For devs, advantage to save time, no documentation is fine. For users, 100% a disadvantage.

1 Like

Excellent discussion here. I completely understand they are different, but the tidyverse ecosystem is still a part of R and you can’t separate the two. Tidyverse comes into play from the first lines and Quarto (new RMarkdown) and RStudio as a product is far superior than any IDE I’ve used for Python or Julia. I absolutely hate the Jupiter notebooks, compared to RStudio they are really simple and annoying to me. But all of this falls under the “R umbrella” to any basic user for R. So yes, the rest of your comments I understand, but would still argue, R is the Tidyverse you have access to if you move to R. I remember days before Tidyverse, it was so crappy to do what we all do now in a few lines of dplyr. It’s so powerful. I think it sounds like DataFrames and DataFramesMeta are getting there, but I’ll have to use myself. Hadley just makes everything so easy and great for users. Regardless of what programmers think of his methods. I think the tidyverse is the best thing I’ve ever seen across Python, Julia and R by a country mile (as a user, not a programmer).

Thanks for your response. Again, as I explained to others. I do think it’s important to be able to maintain old code and fix versions of older Julia versions and packages. That’s one part, but I was far more interested to see there was enough people maintaining key packages that were not going to go dead in 1 year when we came back around to updated a pipeline or something. We still will likely stay in R for most data analysis, but need Julia for some heavy tasks where memory and speed matter.

I want to know if Makie will still be around in 1 year with the other packages you and I would use.

Good point on macros, I guess in that sense, yes. They do seem hidden from us as users and easier to understand than the many methods I see in Julia.

I mean if they don’t want emails, why don’t they just document the package to begin with? I get the public advice, I agree completely, but you’d think it would be easier to spend 1 day documenting to you avoid all that public or private to begin with. It always astounds me, I have spent a lot of time documenting others packages (outside R or Julia).

I don’t disagree with that and as a user, and someone without computer science background, I really enjoyed RStudio for a few years. And I taught R and RStudio to people in my lab that knew SAS. When I first found Julia, I was scared to go back to the terminal again, but my “aha” moment came after wanting to understand how lm4 worked behind the scenes. In R, I quickly ran into C++, while with GLM.jl I could more or less could the logic of the package.

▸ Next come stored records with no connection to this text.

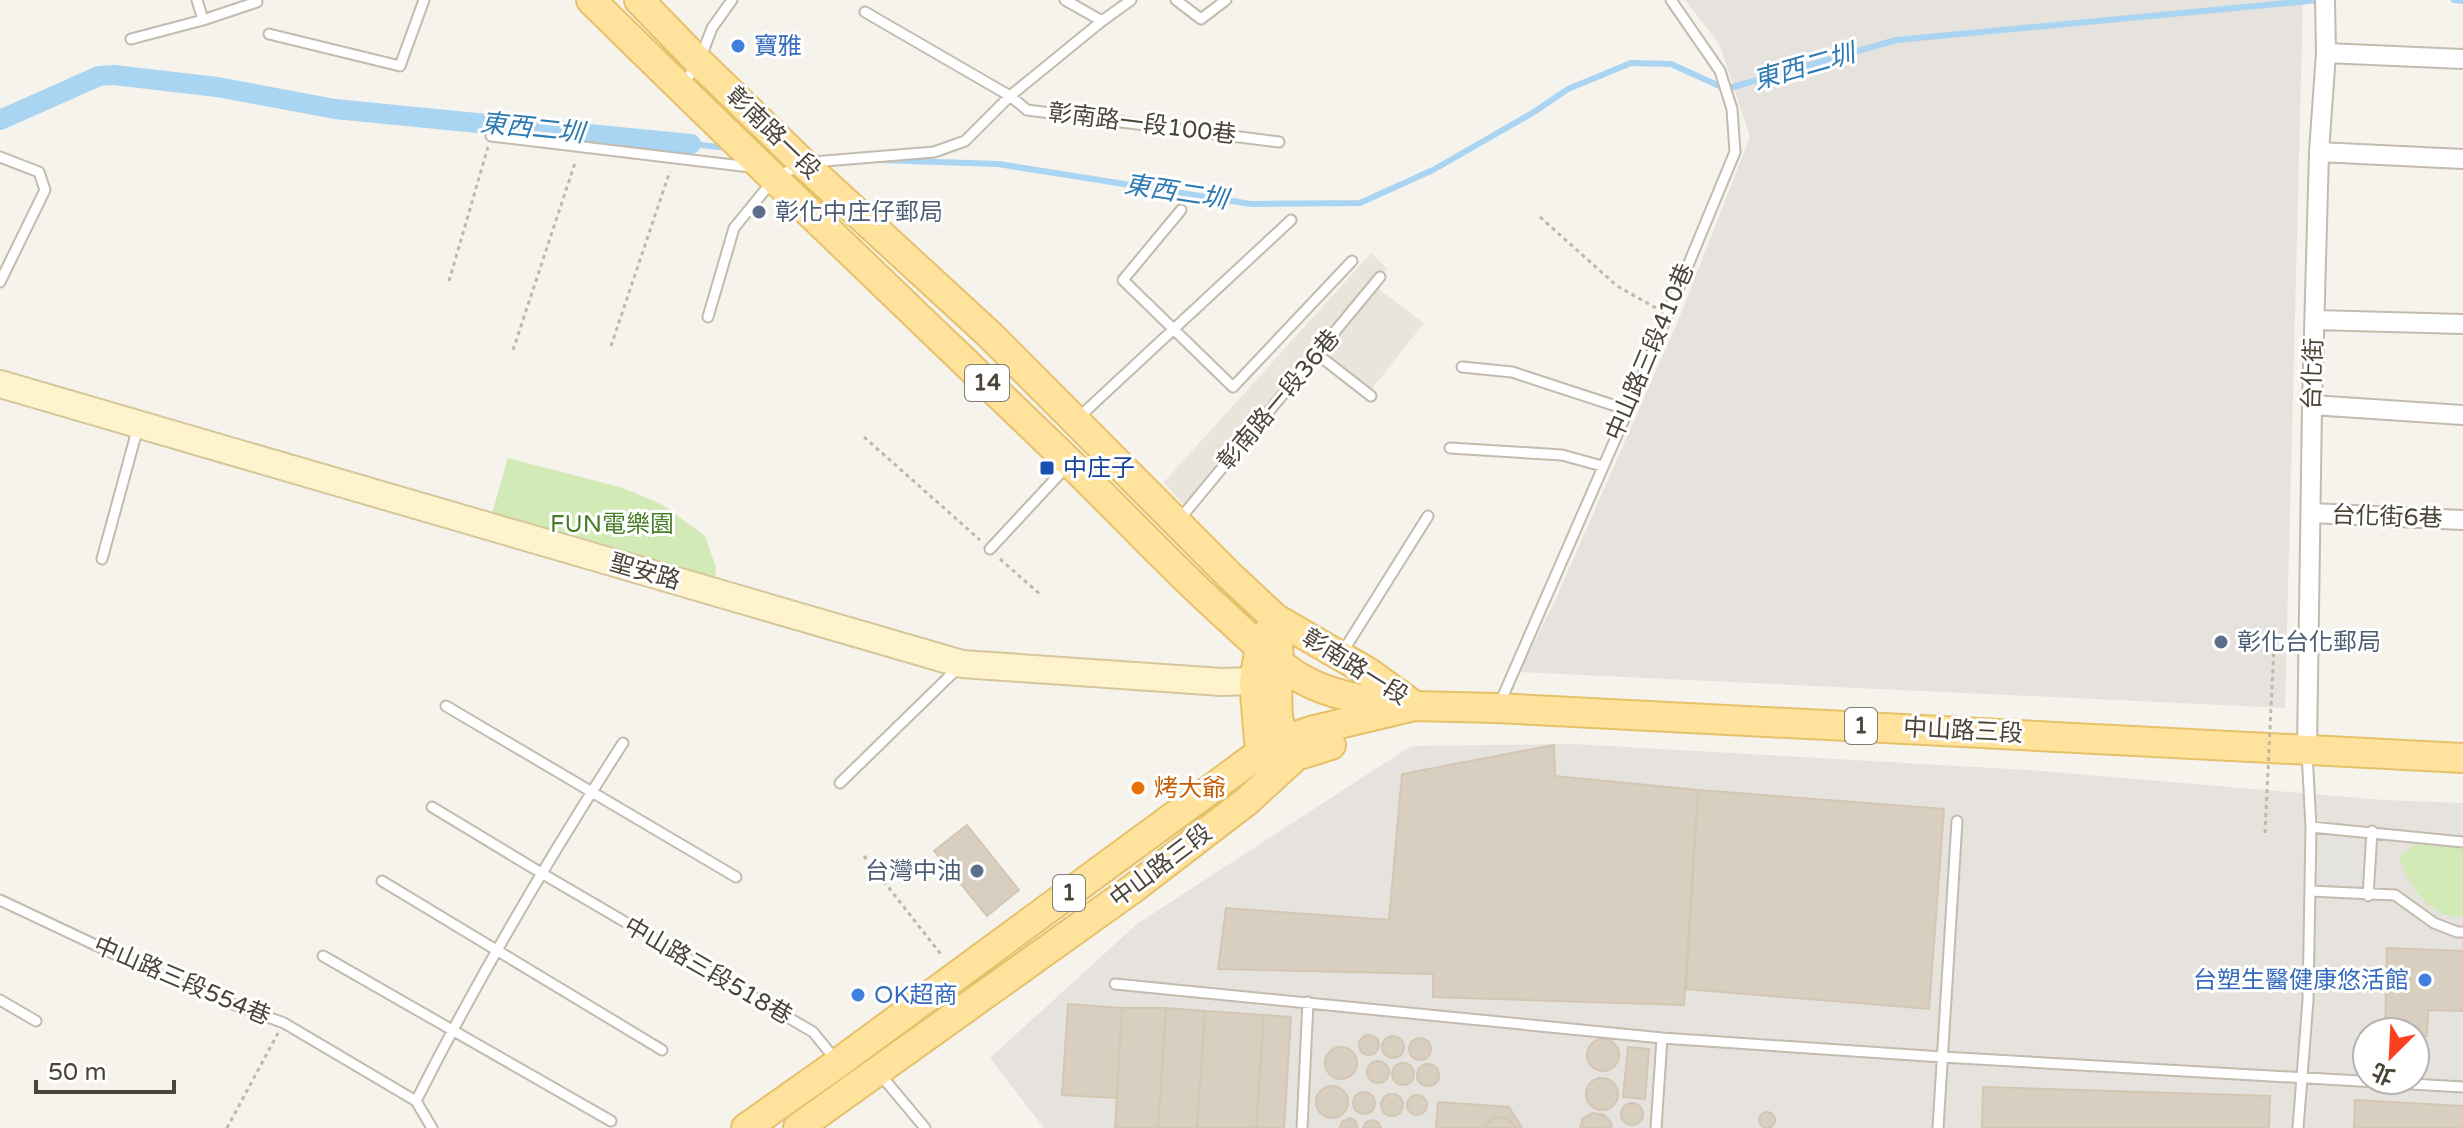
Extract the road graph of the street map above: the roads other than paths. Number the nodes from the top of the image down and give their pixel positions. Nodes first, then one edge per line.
1 (197, 0) edge
2 (424, 0) edge
3 (591, 0) edge
4 (639, 0) edge
5 (732, 0) edge
6 (1065, 0) edge
7 (1131, 0) edge
8 (1176, 0) edge
9 (1226, 0) edge
10 (1671, 0) edge
11 (257, 2) edge
12 (2324, 7) edge
13 (865, 12) dead end
14 (203, 20) junction
15 (1102, 21) junction
16 (269, 34) dead end
17 (131, 39) dead end
18 (2326, 53) junction
19 (2463, 59) edge
20 (699, 62) junction
21 (681, 88) junction
22 (1010, 96) junction
23 (491, 136) road end
24 (1279, 142) dead end
25 (2319, 152) junction
26 (0, 157) edge
27 (2463, 159) edge
28 (803, 163) junction
29 (774, 179) junction
30 (1181, 210) dead end
31 (1291, 220) dead end
32 (1352, 261) dead end
33 (1380, 277) dead end
34 (0, 282) edge
35 (708, 317) dead end
36 (2315, 320) junction
37 (2463, 324) edge
38 (1174, 328) junction
39 (1317, 354) junction
40 (1462, 367) dead end
41 (0, 384) edge
42 (1371, 396) dead end
43 (2312, 405) junction
44 (1628, 410) junction
45 (2463, 415) edge
46 (1075, 421) junction
47 (139, 425) junction
48 (1450, 448) dead end
49 (1070, 462) junction
50 (1602, 466) junction
51 (2311, 513) junction
52 (1428, 516) dead end
53 (2463, 520) edge
54 (1177, 522) junction
55 (990, 549) road end
56 (102, 559) dead end
57 (1275, 618) junction
58 (1340, 656) junction
59 (962, 664) junction
60 (1274, 670) junction
61 (446, 706) dead end
62 (1415, 706) junction
63 (1497, 708) junction
64 (623, 743) dead end
65 (2307, 749) junction
66 (1279, 756) junction
67 (2463, 758) edge
68 (840, 783) dead end
69 (592, 791) junction
70 (432, 807) dead end
71 (1957, 821) dead end
72 (2311, 827) junction
73 (2372, 831) junction
74 (2463, 842) edge
75 (543, 874) junction
76 (736, 877) dead end
77 (382, 881) dead end
78 (2310, 891) junction
79 (2368, 896) junction
80 (0, 900) edge
81 (2463, 932) edge
82 (497, 952) junction
83 (323, 956) dead end
84 (1115, 984) dead end
85 (0, 1000) edge
86 (1308, 1002) junction
87 (36, 1021) dead end
88 (452, 1029) junction
89 (1662, 1038) junction
90 (662, 1050) dead end
91 (1942, 1057) junction
92 (838, 1063) junction
93 (870, 1076) junction
94 (2300, 1078) junction
95 (2463, 1087) edge
96 (416, 1101) junction
97 (611, 1121) dead end
98 (432, 1128) edge
99 (746, 1128) edge
100 (798, 1128) edge
101 (925, 1128) edge
102 (1302, 1128) edge
103 (1656, 1128) edge
104 (1938, 1128) edge
105 (2298, 1128) edge

1 - 14 lane
2 - 16 lane
3 - 21 main road, 彰南路一段 / 14
4 - 20 main road, 彰南路一段 / 14
5 - 20 lane
6 - 15 lane
7 - 15 lane, 彰南路一段100巷
8 - 9 lane
10 - 44 lane, 中山路三段410巷
11 - 14 lane
12 - 18 street, 台化街
13 - 22 lane
14 - 17 lane
15 - 22 lane, 彰南路一段100巷
18 - 19 street
18 - 25 street, 台化街
20 - 21 lane
20 - 28 main road, 彰南路一段 / 14
21 - 29 main road, 彰南路一段 / 14
22 - 24 lane, 彰南路一段100巷
22 - 28 lane, 彰南路一段100巷
23 - 29 lane
25 - 27 street
25 - 36 street, 台化街
26 - 34 lane
28 - 29 lane, 彰南路一段100巷
28 - 46 main road, 彰南路一段 / 14
29 - 35 lane
29 - 49 main road, 彰南路一段 / 14
30 - 38 lane
31 - 38 lane
32 - 38 lane
33 - 39 lane, 彰南路一段36巷
36 - 37 street
36 - 43 street, 台化街
38 - 46 lane
39 - 42 lane
39 - 54 lane, 彰南路一段36巷
40 - 44 lane
41 - 47 street, 聖安路
43 - 45 street
43 - 51 street, 台化街
44 - 50 lane, 中山路三段410巷
46 - 54 main road, 彰南路一段 / 14
47 - 56 lane
47 - 59 street, 聖安路
48 - 50 lane
49 - 55 lane
49 - 60 main road, 彰南路一段 / 14
50 - 63 lane, 中山路三段410巷
51 - 53 street, 台化街6巷
51 - 65 street, 台化街
52 - 58 lane
54 - 57 main road, 彰南路一段 / 14
57 - 58 main road, 彰南路一段 / 14
57 - 60 main road
58 - 62 main road, 彰南路一段 / 14
59 - 60 street, 聖安路
59 - 68 lane
60 - 62 main road, 彰南路一段 / 14
60 - 66 main road
61 - 69 lane
62 - 63 main road, 中山路三段 / 1
62 - 66 main road, 中山路三段 / 1
63 - 65 main road, 中山路三段 / 1
64 - 69 lane
65 - 67 main road, 中山路三段 / 1
65 - 72 lane
66 - 92 main road, 中山路三段 / 1
66 - 93 main road, 中山路三段 / 1
69 - 75 lane
69 - 76 lane
70 - 75 lane, 中山路三段518巷
71 - 91 lane
72 - 73 lane
72 - 78 lane
73 - 74 lane
73 - 79 lane
75 - 82 lane
75 - 92 lane, 中山路三段518巷
77 - 82 lane
78 - 79 lane
78 - 94 lane
79 - 81 lane
80 - 96 lane, 中山路三段554巷
82 - 88 lane
82 - 90 lane
83 - 88 lane
84 - 86 lane
85 - 87 lane
86 - 89 lane
86 - 102 lane
88 - 96 lane
88 - 97 lane
89 - 91 lane
89 - 103 lane
91 - 94 lane
91 - 104 lane
92 - 93 lane, 中山路三段518巷
92 - 99 main road, 中山路三段 / 1
93 - 100 main road, 中山路三段 / 1
93 - 101 lane, 中山路三段518巷
94 - 95 lane
94 - 105 lane
96 - 98 lane, 中山路三段554巷

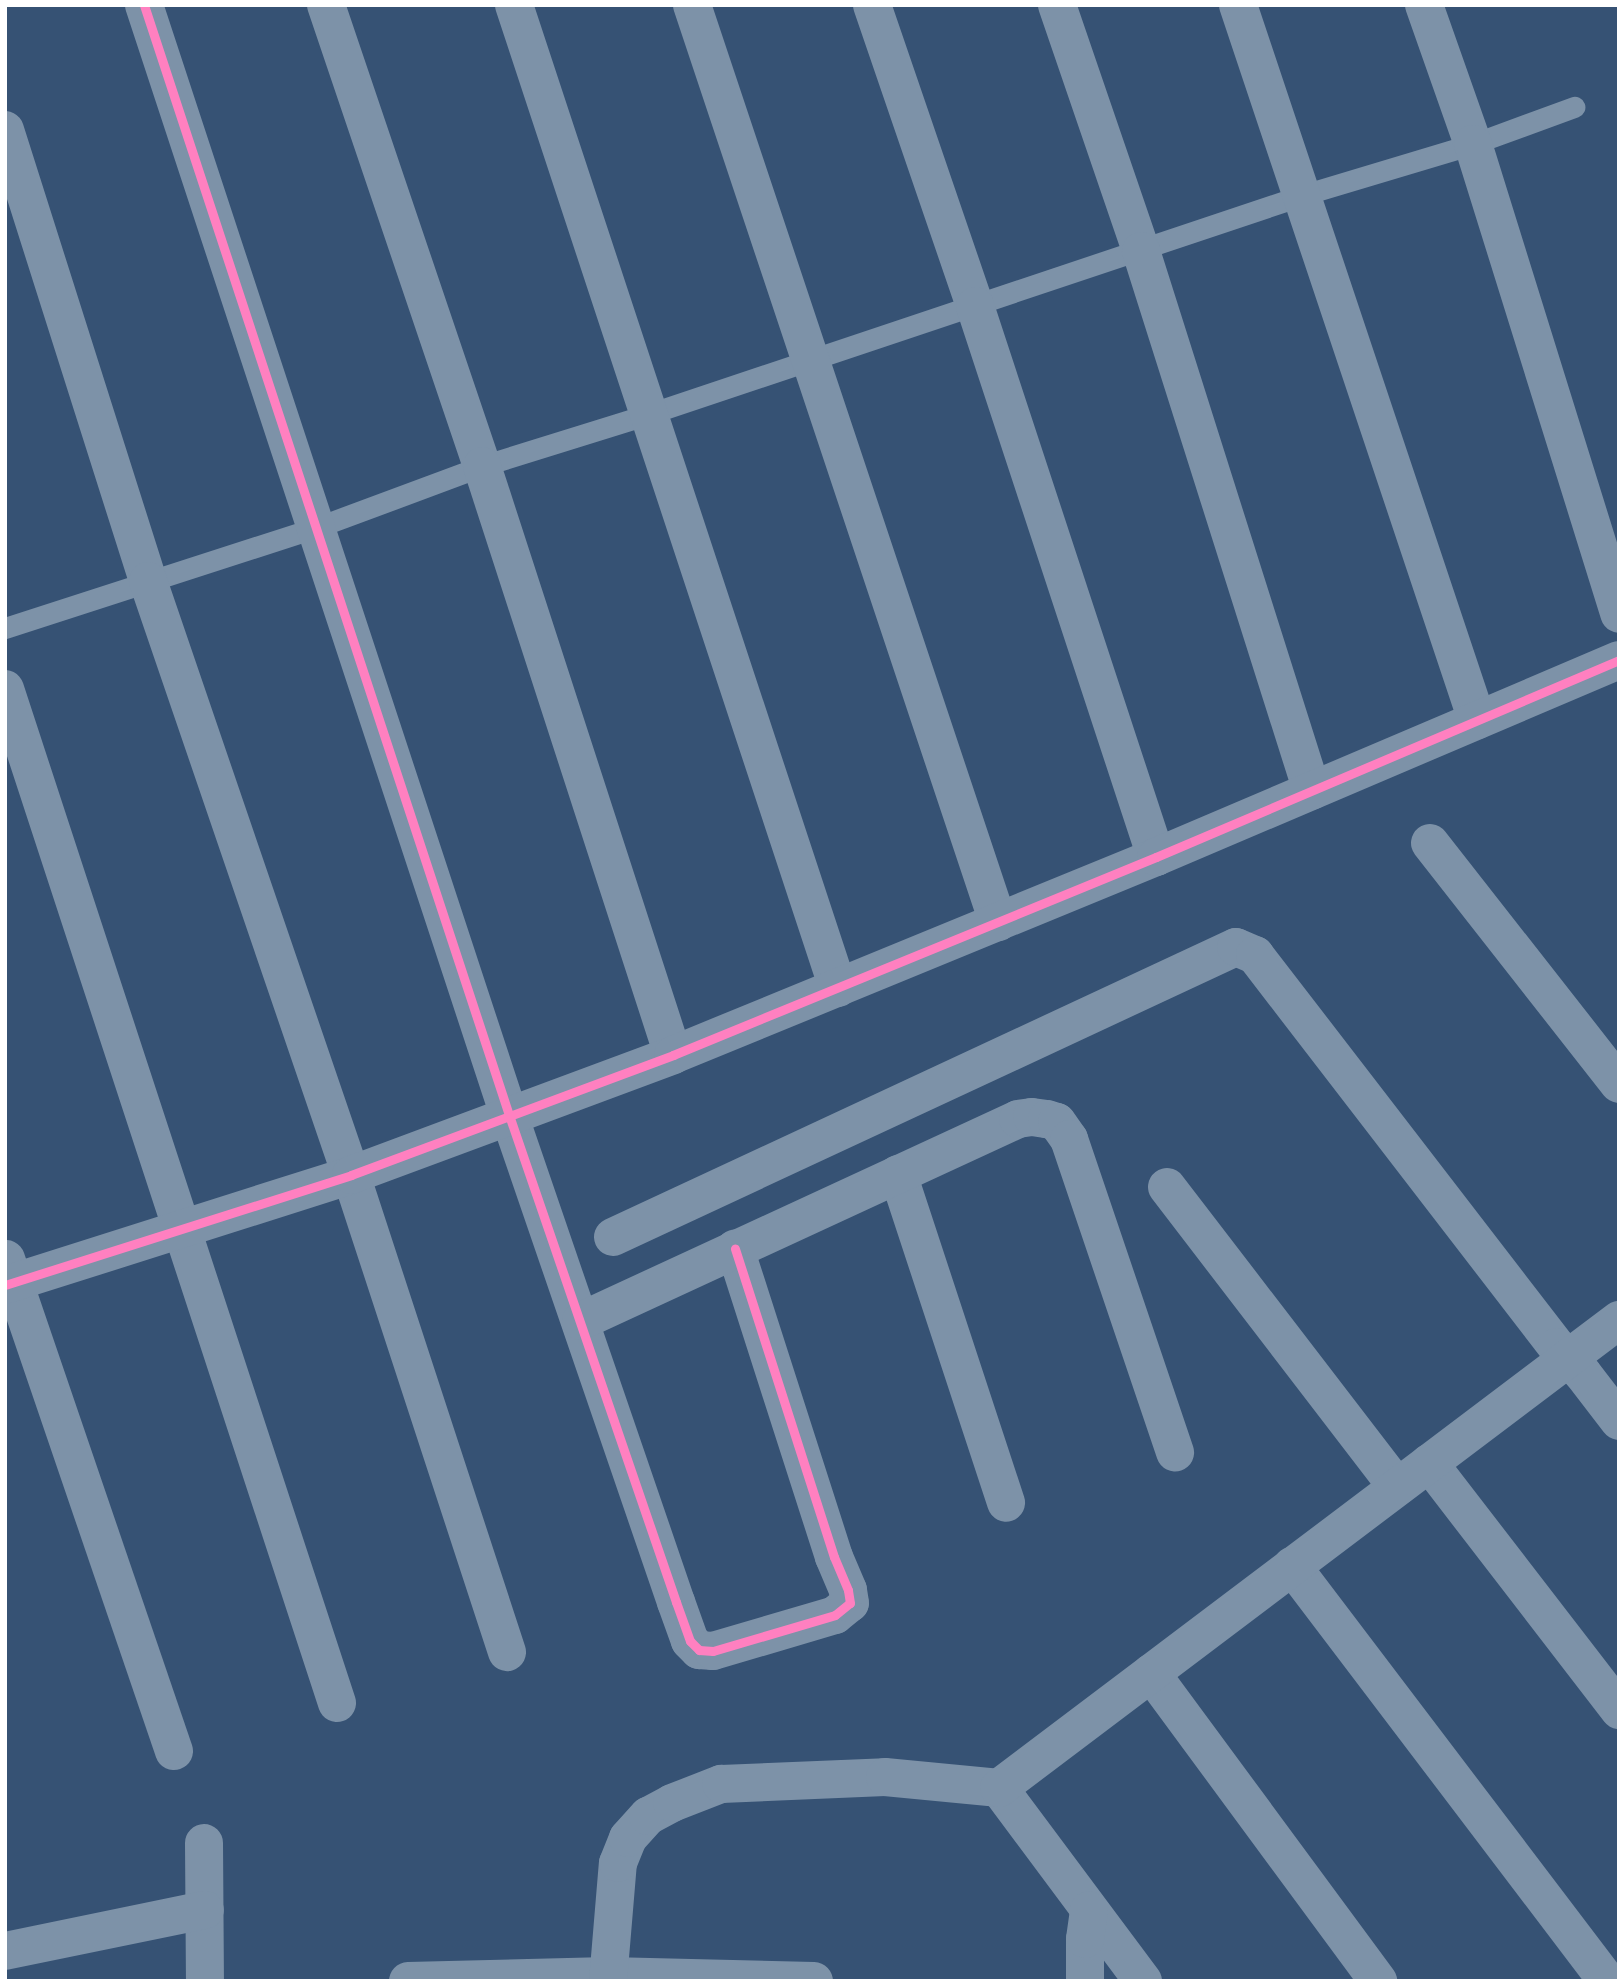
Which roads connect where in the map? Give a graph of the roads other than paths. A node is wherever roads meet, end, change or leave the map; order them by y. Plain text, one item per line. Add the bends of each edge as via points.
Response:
1 (144, 5) edge
2 (326, 5) edge
3 (514, 5) edge
4 (692, 5) edge
5 (872, 5) edge
6 (1057, 5) edge
7 (1238, 5) edge
8 (1424, 5) edge
9 (1574, 107) dead end
10 (5, 130) edge
11 (1474, 144) junction
12 (1303, 195) junction
13 (1142, 251) junction
14 (975, 306) junction
15 (812, 360) junction
16 (649, 414) junction
17 (482, 466) junction
18 (318, 527) junction
19 (148, 581) junction
20 (1619, 614) edge
21 (5, 628) edge
22 (1619, 660) edge
23 (5, 690) edge
24 (1477, 720) junction
25 (1312, 791) junction
26 (1430, 844) dead end
27 (1156, 857) junction
28 (998, 922) junction
29 (838, 988) junction
30 (673, 1055) junction
31 (1619, 1084) edge
32 (510, 1118) junction
33 (898, 1174) junction
34 (351, 1175) junction
35 (1167, 1187) dead end
36 (181, 1229) junction
37 (613, 1237) dead end
38 (735, 1249) junction
39 (8, 1274) edge
40 (1619, 1320) edge
41 (580, 1321) junction
42 (1569, 1359) junction
43 (1619, 1421) edge
44 (1175, 1453) dead end
45 (1429, 1463) junction
46 (1398, 1487) junction
47 (1006, 1503) dead end
48 (1293, 1566) junction
49 (507, 1652) dead end
50 (1151, 1673) junction
51 (337, 1703) dead end
52 (1619, 1710) edge
53 (174, 1751) dead end
54 (999, 1788) junction
55 (204, 1843) dead end
56 (205, 1910) junction
57 (1089, 1910) junction
58 (5, 1951) edge
59 (608, 1978) edge
60 (205, 1981) edge
61 (408, 1981) edge
62 (814, 1981) edge
63 (1085, 1981) edge
64 (1143, 1981) edge
65 (1378, 1981) edge
66 (1607, 1981) edge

That’s not important for most users, so I can see why the Tidyverse’s usability is such a huge success, but for users like me, Julia hits a sweet spot where I can be a very casual developer for packages that I use, fairly easily in my opinion, while also a user and possible collaborator with other parts of the ecosystem. That’s why I moved and have stayed. But as I said, I do appreciate RStudio’s work and Hadley’s vision.

4 Likes

Outside of the tidyverse, R documentation is really difficult to parse. Maybe its just me, but many times the PDF of the docs from CRAN its mostly just the API info with little tutorial outside of examples in each function doc. Every open source project struggles to get beyond this.

6 Likes

I don’t see the logical connection with email. Why not open an issue requesting documentation?

8 Likes

To answer these questions you should really get familiar with GitHub repositories: looking at contributors, stars, and general activity of packages and orgs.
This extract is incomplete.